Moreover, even if a failure to bargain in good faith were not ordinarily enough to establish irreparable harm, the Supreme Court has found that employees' general interest in “being represented as soon as possible” is “especially heightened in a situation where many of the successor's employees, who were formerly represented by a union, find themselves after the employer transition in essentially the same enterprise, but without their bargaining representative.” Fall River, 482 U.S. at 50, 107 S.Ct. 2225. The Court discussed the irreparable harm that would result from the failure to recognize the union in the successor employer context: “[h]aving the new employer refuse to bargain with the chosen representative of these employees ‘disrupts the employees' morale, deters their organizational activities, and discourages their membership in unions.’ ” Id. (quoting Franks Bros. Co. v. NLRB, 321 U.S. 702, 704, 64 S.Ct. 817, 88 L.Ed. 1020 (1944)).19 We agree with the Seventh Circuit that Fall River guides our irreparable harm inquiry in the successor employer context. See Bloedorn, 276 F.3d at 298 (quoting extensively from Fall River ). In fact, as the Seventh Circuit held, “[g]iven the uncertainties that both the union and its members face during the transition, a successor's refusal to recognize the union ․ inflicts a particularly potent wound on the union and its members.” Id. Moreover, “[t]he longer that the successor employer is permitted to benefit from a state of affairs that its own wrongdoing has brought about, the less likely it is that a final order in the Board's favor will be able to redress the wrongs that have been done and to restore the status quo ante.” Id. at 300.

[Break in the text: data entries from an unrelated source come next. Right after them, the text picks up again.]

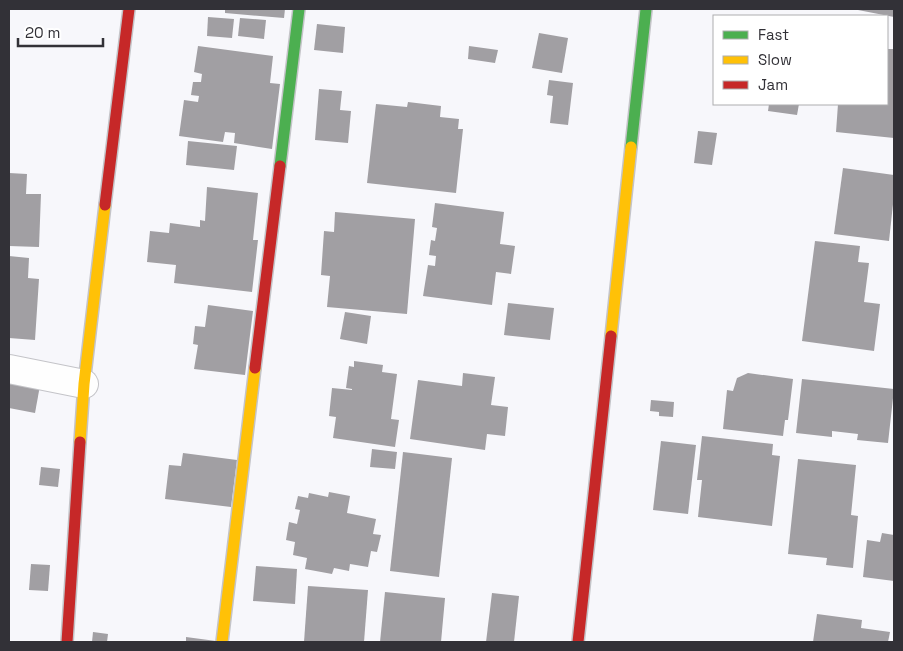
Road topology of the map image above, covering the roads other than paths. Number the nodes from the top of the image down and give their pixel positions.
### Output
1 (129, 9) edge
2 (299, 9) edge
3 (646, 9) edge
4 (9, 368) edge
5 (84, 384) junction
6 (67, 642) edge
7 (222, 642) edge
8 (578, 642) edge

1 - 5 street
2 - 7 street
3 - 8 street
4 - 5 street
5 - 6 street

CHHP also argues that the Director has not demonstrated a likelihood of irreparable harm because the CNA could have sought a new election, thereby demonstrating that injunctive relief is not the only way to protect the CNA's interests. However, unions are entitled to a presumption of majority support after they are certified by the NLRB. Fall River, 482 U.S. at 39, 107 S.Ct. 2225. In a successor employer situation, “the successor's duty is to recognize and bargain with the union from the outset, not simply to permit a new vote on the matter.” Bloedorn, 276 F.3d at 298. As discussed above, without an injunction, the union is likely to lose support, and thus, an election at some future date would not be an adequate legal or equitable remedy.20
As the Frankl court held, the “same evidence and legal conclusions” relevant to likelihood of success, “along with permissible inferences regarding the likely interim and long-run impact of the unfair labor practices that were likely to be found, preclude the conclusion that the District Court abused its discretion in finding a likelihood of irreparable harm.” Frankl, 650 F.3d at 1363. Here permissible inferences regarding the impact of the failure to bargain in good faith lead us to conclude that the district court did not abuse its discretion in finding a likelihood of irreparable harm.

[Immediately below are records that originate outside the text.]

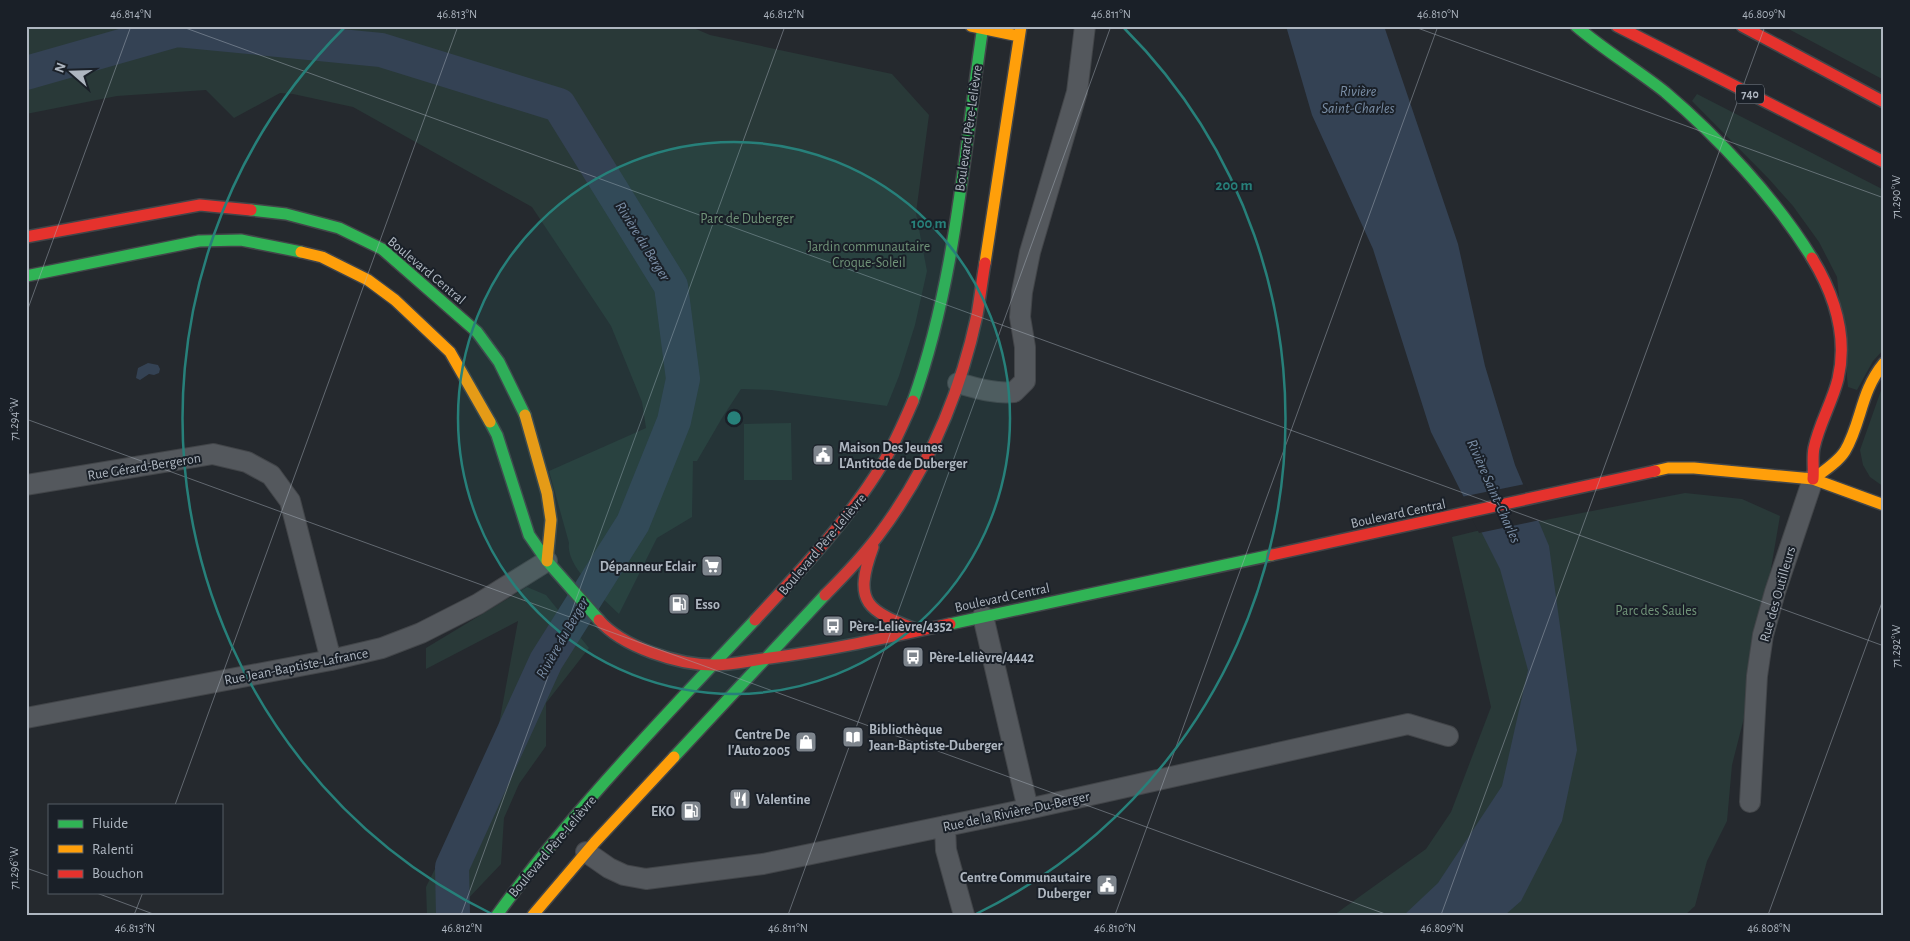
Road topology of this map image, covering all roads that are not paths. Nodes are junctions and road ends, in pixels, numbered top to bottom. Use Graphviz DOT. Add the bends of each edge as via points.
graph roads {
  1 [pos="1084,26"];
  2 [pos="1576,26"];
  3 [pos="1617,26"];
  4 [pos="1742,26"];
  5 [pos="979,27"];
  6 [pos="1020,31"];
  7 [pos="1884,102"];
  8 [pos="1884,162"];
  9 [pos="26,238"];
  10 [pos="26,276"];
  11 [pos="1884,363"];
  12 [pos="958,383"];
  13 [pos="1813,479"];
  14 [pos="26,485"];
  15 [pos="1884,506"];
  16 [pos="878,536"];
  17 [pos="547,561"];
  18 [pos="983,616"];
  19 [pos="918,630"];
  20 [pos="768,658"];
  21 [pos="331,660"];
  22 [pos="714,665"];
  23 [pos="26,718"];
  24 [pos="1448,736"];
  25 [pos="1750,802"];
  26 [pos="1028,809"];
  27 [pos="945,826"];
  28 [pos="586,852"];
  29 [pos="497,915"];
  30 [pos="533,915"];
  31 [pos="964,915"];
  1 -- 12 [label="street" via="1077,92 1030,252 1022,292 1020,317 1026,381 1014,392 1004,393"];
  2 -- 13 [label="main road" via="1652,82 1719,143 1776,207 1823,277 1840,331 1841,360 1834,391 1814,446"];
  3 -- 8 [label="main road, 740"];
  4 -- 7 [label="main road"];
  5 -- 6 [label="main road"];
  5 -- 22 [label="main road, Boulevard Père-Lelièvre" via="940,317 928,362 906,415 882,465 846,520"];
  6 -- 12 [label="main road, Boulevard Père-Lelièvre" via="977,314"];
  9 -- 17 [label="main road, Boulevard Central" via="200,205 286,214 338,228 382,249 477,332 499,362 523,408 547,493 551,520"];
  10 -- 17 [label="main road, Boulevard Central" via="199,241 241,240 322,258 368,280 395,300 450,352 497,435 530,535"];
  11 -- 13 [label="main road" via="1864,396 1844,452"];
  12 -- 16 [label="main road, Boulevard Père-Lelièvre" via="930,452"];
  13 -- 15 [label="main road, Boulevard Central"];
  13 -- 18 [label="main road, Boulevard Central" via="1668,468"];
  13 -- 25 [label="street, Rue des Outilleurs" via="1763,635 1757,676"];
  14 -- 21 [label="street, Rue Gérard-Bergeron" via="213,454 247,462 270,475 290,501"];
  16 -- 19 [label="main road" via="865,568 863,583 867,598 879,614"];
  16 -- 20 [label="main road, Boulevard Père-Lelièvre"];
  17 -- 21 [label="street, Rue Jean-Baptiste-Lafrance" via="478,604 421,633 382,648"];
  17 -- 22 [label="main road, Boulevard Central" via="602,624 620,637 680,662"];
  18 -- 19 [label="main road, Boulevard Central"];
  18 -- 26 [label="street"];
  19 -- 20 [label="main road, Boulevard Central" via="828,650"];
  20 -- 22 [label="main road, Boulevard Central"];
  20 -- 28 [label="main road, Boulevard Père-Lelièvre"];
  21 -- 23 [label="street, Rue Jean-Baptiste-Lafrance"];
  22 -- 29 [label="main road, Boulevard Père-Lelièvre" via="573,818"];
  24 -- 26 [label="street, Rue de la Rivière-Du-Berger" via="1408,724"];
  26 -- 27 [label="street, Rue de la Rivière-Du-Berger"];
  27 -- 28 [label="street, Rue de la Rivière-Du-Berger" via="763,864 646,879 624,875"];
  27 -- 31 [label="street" via="946,850"];
  28 -- 30 [label="main road, Boulevard Père-Lelièvre"];
}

C. Balance of the Equities
“In considering the balance of hardships, the district court must take into account the probability that declining to issue the injunction will permit the alleged unfair labor practice to reach fruition and thereby render meaningless the Board's remedial authority.” Frankl, 650 F.3d at 1365 (quoting Miller, 19 F.3d at 460) (internal brackets omitted). Without an injunction, CHHP “will have succeeded at least for now in its efforts to resist the union organizing effort.” Dunn, 241 F.3d at 667 (quoting Levine, 465 F.Supp. at 694). Additionally, if support for the CNA decreases without an injunction, the CNA “will be unable to bargain effectively regardless of the ultimate relief granted by the [NLRB].” Id. Therefore, “the District Court's determination that the Regional Director had shown likely irreparable harm to the collective bargaining process meant that there was also considerable weight on his side of the balance of the hardships.” Frankl, 650 F.3d at 1365.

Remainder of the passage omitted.